Cellular uptake of P(Nva-OH-AAm)-6AF into L929 mouse fibroblasts visualized by CLSM. Cells were incubated with polymers at 37 °C for indicated times. Cyan: Hoechst 33342/nucleus. Red: CellMask Plasma Membrane Stain/membrane. Blue: 6AF/polymer.

To further verify the compatibility and uptake mechanism, L929 mouse fibroblasts were incubated with P(Nva-OH-AAm)-6AF for 24 h. Subsequently, intracellular spot-like fluorescence signals of 6AF were visible, indicating a vesicular localization and, consequently, active albeit very slow polymer internalization. Acute cell death was not observed. Previous studies showed an intracellular mitochondrial colocalization of carboxylated Cy5-labeled polymers after 4 h (passive diffusion).⁷ In addition, our previous reports revealed a lysosomal colocalization of glutamic-acid-derived polymers after 4 h (active uptake).⁴⁹ However, in the current study, the polymer uptake appeared to be slower compared with these previous reports. In particular, the slow and strong accumulation of anionic polymers at the cell membrane appears to be a rare occurrence in literature. We assume that the combination of anionic and hydrophobic features in our polymers favors this accumulation.

L929 fibroblasts were used as a well-studied eukaryotic model cell line. As such, the cell membrane consists of a phospholipid bilayer, which is characterized by its lipophilic center and anionic outer lipid head groups. Hydrophobic, nonionic polymers are known to interact strongly with these membranes,⁷⁰ while anionic polymers generally show very low association.⁸ It is assumed that the use of anionic, hydrophobic polymers which may possess both properties leads to the phenomenon of slow membrane integration.

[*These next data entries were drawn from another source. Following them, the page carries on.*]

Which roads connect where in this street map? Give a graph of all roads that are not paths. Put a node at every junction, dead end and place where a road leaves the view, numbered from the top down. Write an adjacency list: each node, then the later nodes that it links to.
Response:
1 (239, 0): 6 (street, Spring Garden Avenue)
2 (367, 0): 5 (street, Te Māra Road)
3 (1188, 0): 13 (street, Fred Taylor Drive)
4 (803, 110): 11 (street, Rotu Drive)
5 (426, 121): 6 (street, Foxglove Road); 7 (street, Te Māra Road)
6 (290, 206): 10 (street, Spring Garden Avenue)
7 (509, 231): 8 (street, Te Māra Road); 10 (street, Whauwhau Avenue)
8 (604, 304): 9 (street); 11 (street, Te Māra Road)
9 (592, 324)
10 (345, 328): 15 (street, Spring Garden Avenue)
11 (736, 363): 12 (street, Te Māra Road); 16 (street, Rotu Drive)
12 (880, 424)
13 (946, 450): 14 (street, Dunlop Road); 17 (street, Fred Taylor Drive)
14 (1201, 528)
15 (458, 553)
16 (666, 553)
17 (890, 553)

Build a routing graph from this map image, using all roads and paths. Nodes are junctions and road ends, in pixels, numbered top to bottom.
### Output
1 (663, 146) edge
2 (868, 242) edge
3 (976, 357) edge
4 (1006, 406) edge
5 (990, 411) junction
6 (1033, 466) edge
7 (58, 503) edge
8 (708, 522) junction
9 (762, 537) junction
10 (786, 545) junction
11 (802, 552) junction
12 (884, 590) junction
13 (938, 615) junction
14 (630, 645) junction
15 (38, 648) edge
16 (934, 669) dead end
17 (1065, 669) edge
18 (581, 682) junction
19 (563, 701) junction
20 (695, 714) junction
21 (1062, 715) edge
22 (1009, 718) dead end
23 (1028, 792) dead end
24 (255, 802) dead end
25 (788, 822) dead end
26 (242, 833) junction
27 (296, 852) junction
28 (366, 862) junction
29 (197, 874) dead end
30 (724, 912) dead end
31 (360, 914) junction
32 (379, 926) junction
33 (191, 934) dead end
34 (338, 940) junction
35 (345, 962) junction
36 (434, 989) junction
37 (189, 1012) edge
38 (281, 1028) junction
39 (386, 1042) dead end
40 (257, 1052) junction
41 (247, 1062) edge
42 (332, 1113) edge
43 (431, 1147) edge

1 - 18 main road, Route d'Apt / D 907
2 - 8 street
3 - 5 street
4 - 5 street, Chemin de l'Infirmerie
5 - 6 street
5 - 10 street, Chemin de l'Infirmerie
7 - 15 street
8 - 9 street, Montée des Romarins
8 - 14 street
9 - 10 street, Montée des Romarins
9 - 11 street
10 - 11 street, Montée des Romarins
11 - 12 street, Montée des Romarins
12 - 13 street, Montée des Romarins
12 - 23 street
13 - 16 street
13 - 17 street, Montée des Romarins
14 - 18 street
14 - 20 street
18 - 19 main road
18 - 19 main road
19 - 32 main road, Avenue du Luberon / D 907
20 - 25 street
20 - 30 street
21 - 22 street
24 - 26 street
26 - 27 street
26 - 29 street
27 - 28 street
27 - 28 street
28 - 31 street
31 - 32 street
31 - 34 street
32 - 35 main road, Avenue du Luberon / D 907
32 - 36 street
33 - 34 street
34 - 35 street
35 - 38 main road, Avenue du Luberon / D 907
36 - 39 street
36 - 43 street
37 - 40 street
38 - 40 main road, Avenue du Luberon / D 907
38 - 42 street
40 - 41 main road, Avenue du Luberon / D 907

In addition, the increasing alkyl chain length inversely correlates with the charge density and, thus, electrostatic repulsion further influencing its accessibility. Therefore, it is important to tune the length of the alkyl chain to find an optimum between hydrophobicity and charge density. Furthermore, we assume that the biomimicking motifs in our amino-acid-derived polymers contributed to the incorporation into the cell membrane. Future studies will focus on a detailed understanding of the cell association of anionic, amino-acid-derived polymers as well as their exploitation for cell-membrane modifications.

3. Conclusions

P(AA–OH-AAm) with different alkyl substituents were successfully synthesized via PPM of PPFPA which was verified via ¹H-, ¹⁹F-NMR, and FTIR spectroscopy. Characterization of the physicochemical properties revealed that the alkyl chain did not show any relation between the side chain and the pK_a-value of the carboxylic acid as all were in a similar range of poly(acrylic acid). This emphasizes the complicated nature of the relationship between hydrophobicity and protonation of polyelectrolytes and shows that there are no simple correlations in this complex interplay. ζ-Potential and DLS measurements in DPBS confirmed that the surface charge and no self-assembly occurred. HPLC measurements confirmed the hypothesis that the alkyl chain can tailor the side chain hydrophobicity resulting in increased hydrophobicity for longer alkyl chains. Interestingly, branching in the alkyl chain did not affect the hydrophobicity of P(AA–OH-AAm). The results were supported by PC measurements at pH = 7. Additionally, PC measurement at pH = 4 confirmed the expected increase in hydrophobicity where it was found more drastic for the more hydrophobic P(AA–OH-AAm). All P(AA–OH-AAm) were tolerated by cells up to concentrations of 0.1 mg mL^–1. Time-dependent association with L929 fibroblast revealed higher association of more hydrophobic P(AA–OH-AAm), namely, P(Nva-OH-AAm), P(Val-OH-AAm), P(Ile-OH-AAm), and P(Leu-OH-AAm). CLSM measurements revealed that P(Nva-OH-AAm) accumulated at the membrane and was internalized very slowly. Further studies will aim for a more detailed understanding of the cell association of anionic P(AA–OH-AAm) and their molecular engineering to tailor the pH response and membrane interactions further.

4. Experimental Part

4.2. Synthesis and Characterization

4.2.1. Poly(pentafluorophenyl) Acrylate (PPFPA)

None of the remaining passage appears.